■ Exercise brief:
Word for word, copy all the data and drop the pictures.

[Dataset entries]
────
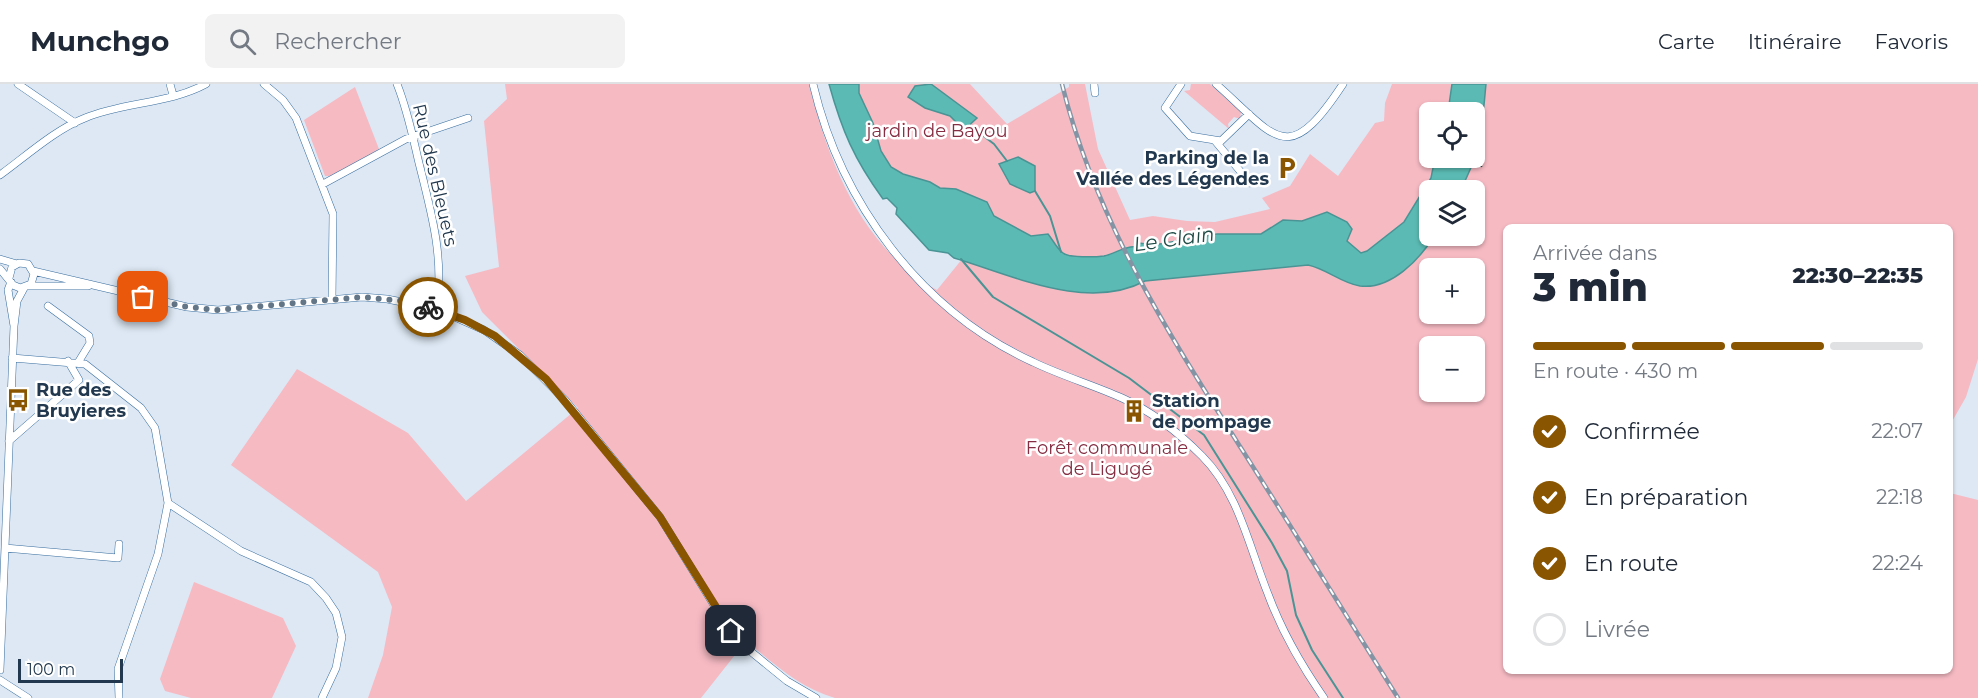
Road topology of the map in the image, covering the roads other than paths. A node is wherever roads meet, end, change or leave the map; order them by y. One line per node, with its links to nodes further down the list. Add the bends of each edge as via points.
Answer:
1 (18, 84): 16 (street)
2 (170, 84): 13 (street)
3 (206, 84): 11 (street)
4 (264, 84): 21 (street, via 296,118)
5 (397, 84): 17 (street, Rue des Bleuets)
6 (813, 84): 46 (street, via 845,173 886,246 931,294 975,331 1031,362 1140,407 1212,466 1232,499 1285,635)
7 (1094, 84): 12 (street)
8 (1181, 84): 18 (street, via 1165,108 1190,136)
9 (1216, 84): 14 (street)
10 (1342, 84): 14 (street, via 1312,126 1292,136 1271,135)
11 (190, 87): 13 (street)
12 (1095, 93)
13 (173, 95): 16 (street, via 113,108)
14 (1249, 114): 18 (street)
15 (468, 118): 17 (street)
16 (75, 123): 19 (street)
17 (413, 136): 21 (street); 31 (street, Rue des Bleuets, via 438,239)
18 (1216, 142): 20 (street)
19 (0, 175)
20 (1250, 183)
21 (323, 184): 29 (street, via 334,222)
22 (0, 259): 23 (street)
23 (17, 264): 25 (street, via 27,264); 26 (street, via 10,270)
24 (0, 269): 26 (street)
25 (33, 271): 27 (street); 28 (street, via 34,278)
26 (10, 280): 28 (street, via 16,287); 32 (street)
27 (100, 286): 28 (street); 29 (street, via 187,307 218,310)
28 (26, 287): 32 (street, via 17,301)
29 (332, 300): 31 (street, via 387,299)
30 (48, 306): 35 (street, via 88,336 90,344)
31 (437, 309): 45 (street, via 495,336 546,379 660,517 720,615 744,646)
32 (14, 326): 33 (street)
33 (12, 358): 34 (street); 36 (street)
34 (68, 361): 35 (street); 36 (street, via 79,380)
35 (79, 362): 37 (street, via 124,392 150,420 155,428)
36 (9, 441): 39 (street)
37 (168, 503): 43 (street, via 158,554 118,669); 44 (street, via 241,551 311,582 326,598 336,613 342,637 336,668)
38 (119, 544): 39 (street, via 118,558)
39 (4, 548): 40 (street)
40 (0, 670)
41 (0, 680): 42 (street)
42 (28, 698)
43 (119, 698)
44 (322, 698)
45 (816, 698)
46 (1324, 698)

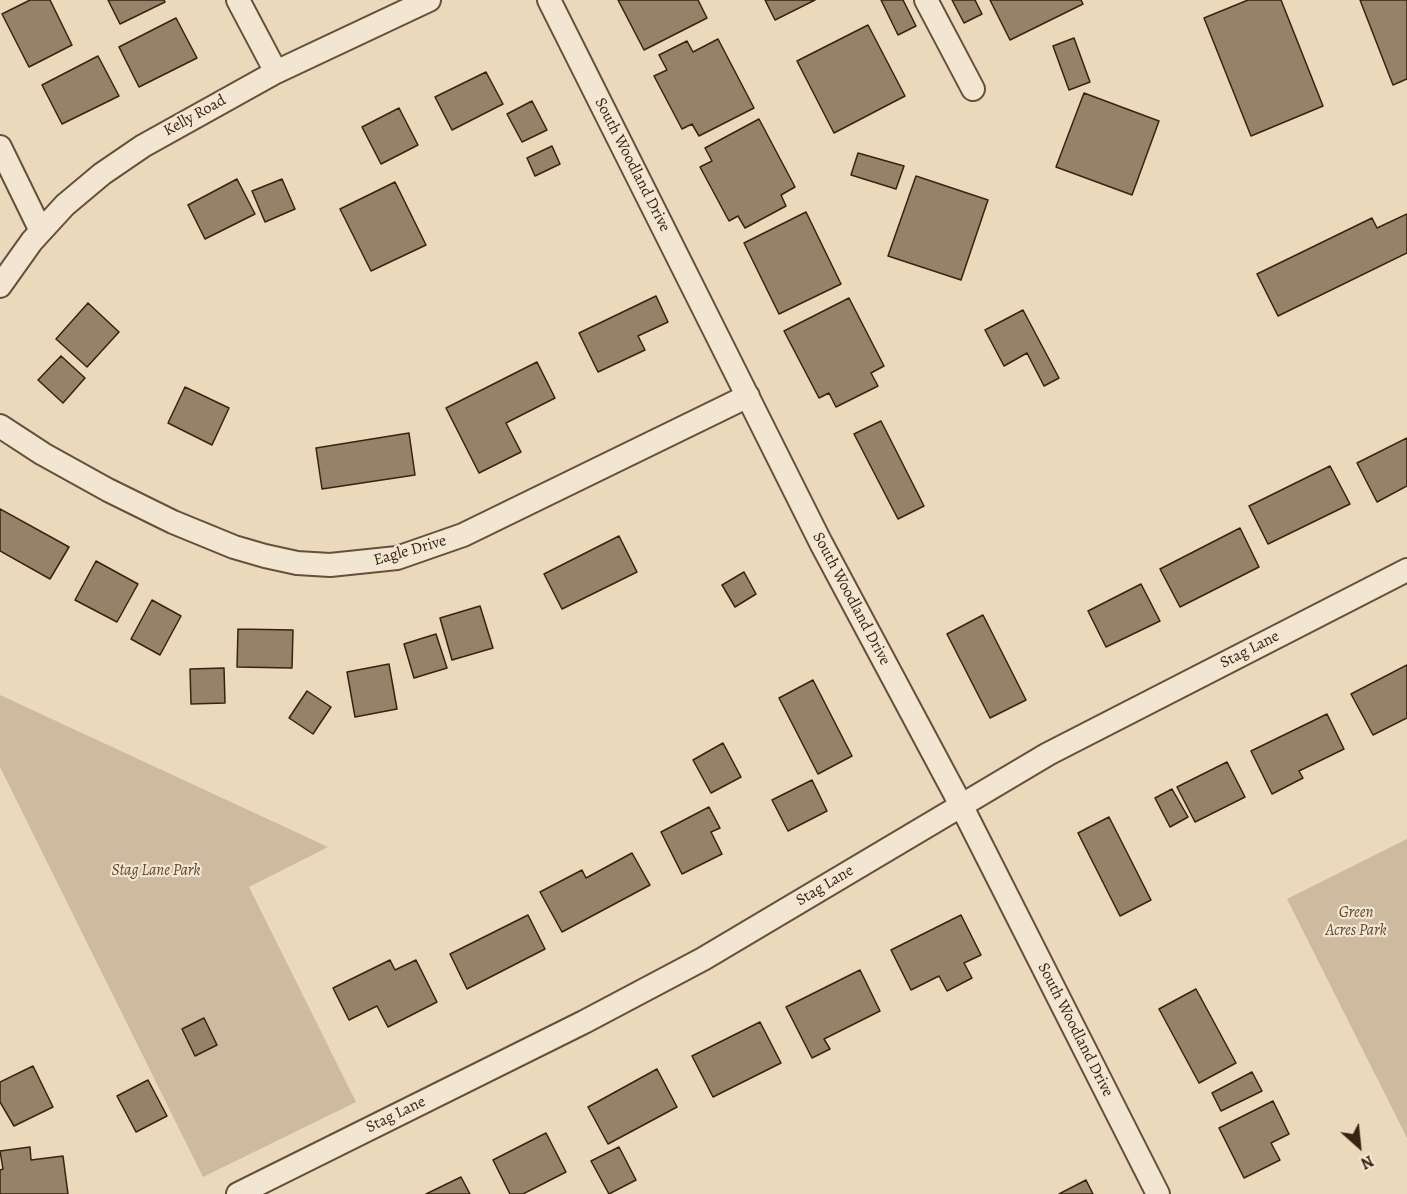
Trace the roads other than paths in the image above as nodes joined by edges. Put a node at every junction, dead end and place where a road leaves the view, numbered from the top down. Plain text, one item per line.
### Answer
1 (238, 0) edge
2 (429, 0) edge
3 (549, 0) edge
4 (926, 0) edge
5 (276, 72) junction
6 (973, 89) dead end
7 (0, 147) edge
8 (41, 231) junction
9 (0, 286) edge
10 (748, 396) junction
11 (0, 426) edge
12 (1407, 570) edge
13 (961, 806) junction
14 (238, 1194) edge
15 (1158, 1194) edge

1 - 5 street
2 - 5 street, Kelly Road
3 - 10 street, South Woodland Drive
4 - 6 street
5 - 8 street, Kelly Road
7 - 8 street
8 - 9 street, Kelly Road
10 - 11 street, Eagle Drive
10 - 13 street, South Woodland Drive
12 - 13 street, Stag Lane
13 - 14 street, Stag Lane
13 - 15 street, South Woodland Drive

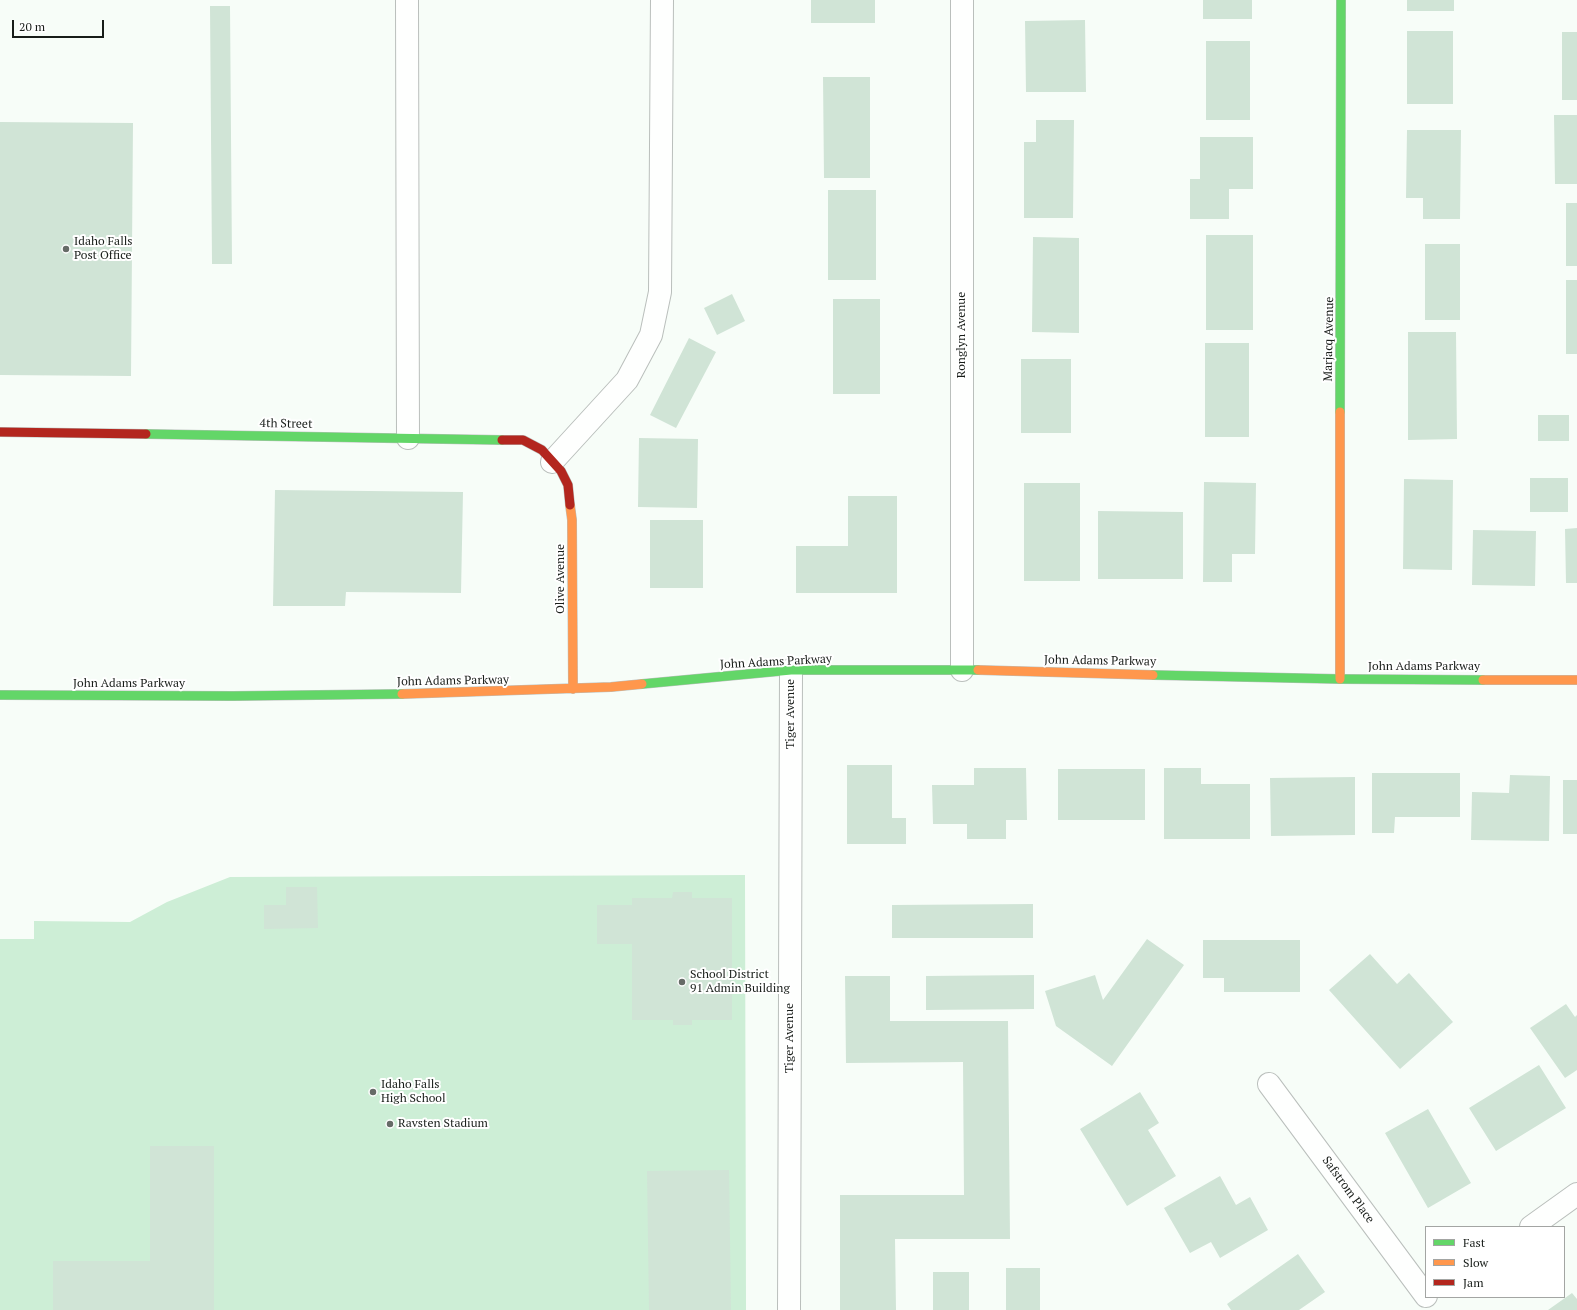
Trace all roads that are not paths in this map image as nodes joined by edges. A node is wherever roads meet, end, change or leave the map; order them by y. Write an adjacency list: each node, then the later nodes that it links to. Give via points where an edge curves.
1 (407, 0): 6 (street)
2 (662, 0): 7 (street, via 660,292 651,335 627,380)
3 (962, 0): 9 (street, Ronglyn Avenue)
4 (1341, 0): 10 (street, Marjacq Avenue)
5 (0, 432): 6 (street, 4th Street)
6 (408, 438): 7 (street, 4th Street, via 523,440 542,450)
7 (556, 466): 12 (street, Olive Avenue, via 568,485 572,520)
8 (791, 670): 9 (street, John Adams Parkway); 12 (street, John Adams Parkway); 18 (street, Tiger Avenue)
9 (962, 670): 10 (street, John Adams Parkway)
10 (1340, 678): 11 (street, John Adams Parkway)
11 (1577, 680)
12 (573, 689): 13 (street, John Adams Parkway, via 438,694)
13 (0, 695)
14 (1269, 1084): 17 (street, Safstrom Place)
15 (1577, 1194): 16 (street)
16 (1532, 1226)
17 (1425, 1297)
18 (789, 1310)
────
■ Task response:
Road topology of the map in the image, covering the roads other than paths. A node is wherever roads meet, end, change or leave the map; order them by y. One line per node, with its links to nodes further down the list. Add the bends of each edge as via points.
Answer:
1 (18, 84): 16 (street)
2 (170, 84): 13 (street)
3 (206, 84): 11 (street)
4 (264, 84): 21 (street, via 296,118)
5 (397, 84): 17 (street, Rue des Bleuets)
6 (813, 84): 46 (street, via 845,173 886,246 931,294 975,331 1031,362 1140,407 1212,466 1232,499 1285,635)
7 (1094, 84): 12 (street)
8 (1181, 84): 18 (street, via 1165,108 1190,136)
9 (1216, 84): 14 (street)
10 (1342, 84): 14 (street, via 1312,126 1292,136 1271,135)
11 (190, 87): 13 (street)
12 (1095, 93)
13 (173, 95): 16 (street, via 113,108)
14 (1249, 114): 18 (street)
15 (468, 118): 17 (street)
16 (75, 123): 19 (street)
17 (413, 136): 21 (street); 31 (street, Rue des Bleuets, via 438,239)
18 (1216, 142): 20 (street)
19 (0, 175)
20 (1250, 183)
21 (323, 184): 29 (street, via 334,222)
22 (0, 259): 23 (street)
23 (17, 264): 25 (street, via 27,264); 26 (street, via 10,270)
24 (0, 269): 26 (street)
25 (33, 271): 27 (street); 28 (street, via 34,278)
26 (10, 280): 28 (street, via 16,287); 32 (street)
27 (100, 286): 28 (street); 29 (street, via 187,307 218,310)
28 (26, 287): 32 (street, via 17,301)
29 (332, 300): 31 (street, via 387,299)
30 (48, 306): 35 (street, via 88,336 90,344)
31 (437, 309): 45 (street, via 495,336 546,379 660,517 720,615 744,646)
32 (14, 326): 33 (street)
33 (12, 358): 34 (street); 36 (street)
34 (68, 361): 35 (street); 36 (street, via 79,380)
35 (79, 362): 37 (street, via 124,392 150,420 155,428)
36 (9, 441): 39 (street)
37 (168, 503): 43 (street, via 158,554 118,669); 44 (street, via 241,551 311,582 326,598 336,613 342,637 336,668)
38 (119, 544): 39 (street, via 118,558)
39 (4, 548): 40 (street)
40 (0, 670)
41 (0, 680): 42 (street)
42 (28, 698)
43 (119, 698)
44 (322, 698)
45 (816, 698)
46 (1324, 698)

Trace the roads other than paths in the image above as nodes joined by edges. Put a node at every junction, dead end and place where a road leaves the view, numbered from the top down. Plain text, one item per line.
### Answer
1 (238, 0) edge
2 (429, 0) edge
3 (549, 0) edge
4 (926, 0) edge
5 (276, 72) junction
6 (973, 89) dead end
7 (0, 147) edge
8 (41, 231) junction
9 (0, 286) edge
10 (748, 396) junction
11 (0, 426) edge
12 (1407, 570) edge
13 (961, 806) junction
14 (238, 1194) edge
15 (1158, 1194) edge

1 - 5 street
2 - 5 street, Kelly Road
3 - 10 street, South Woodland Drive
4 - 6 street
5 - 8 street, Kelly Road
7 - 8 street
8 - 9 street, Kelly Road
10 - 11 street, Eagle Drive
10 - 13 street, South Woodland Drive
12 - 13 street, Stag Lane
13 - 14 street, Stag Lane
13 - 15 street, South Woodland Drive

Trace all roads that are not paths in this map image as nodes joined by edges. A node is wherever roads meet, end, change or leave the map; order them by y. Write an adjacency list: each node, then the later nodes that it links to. Give via points where an edge curves.
1 (407, 0): 6 (street)
2 (662, 0): 7 (street, via 660,292 651,335 627,380)
3 (962, 0): 9 (street, Ronglyn Avenue)
4 (1341, 0): 10 (street, Marjacq Avenue)
5 (0, 432): 6 (street, 4th Street)
6 (408, 438): 7 (street, 4th Street, via 523,440 542,450)
7 (556, 466): 12 (street, Olive Avenue, via 568,485 572,520)
8 (791, 670): 9 (street, John Adams Parkway); 12 (street, John Adams Parkway); 18 (street, Tiger Avenue)
9 (962, 670): 10 (street, John Adams Parkway)
10 (1340, 678): 11 (street, John Adams Parkway)
11 (1577, 680)
12 (573, 689): 13 (street, John Adams Parkway, via 438,694)
13 (0, 695)
14 (1269, 1084): 17 (street, Safstrom Place)
15 (1577, 1194): 16 (street)
16 (1532, 1226)
17 (1425, 1297)
18 (789, 1310)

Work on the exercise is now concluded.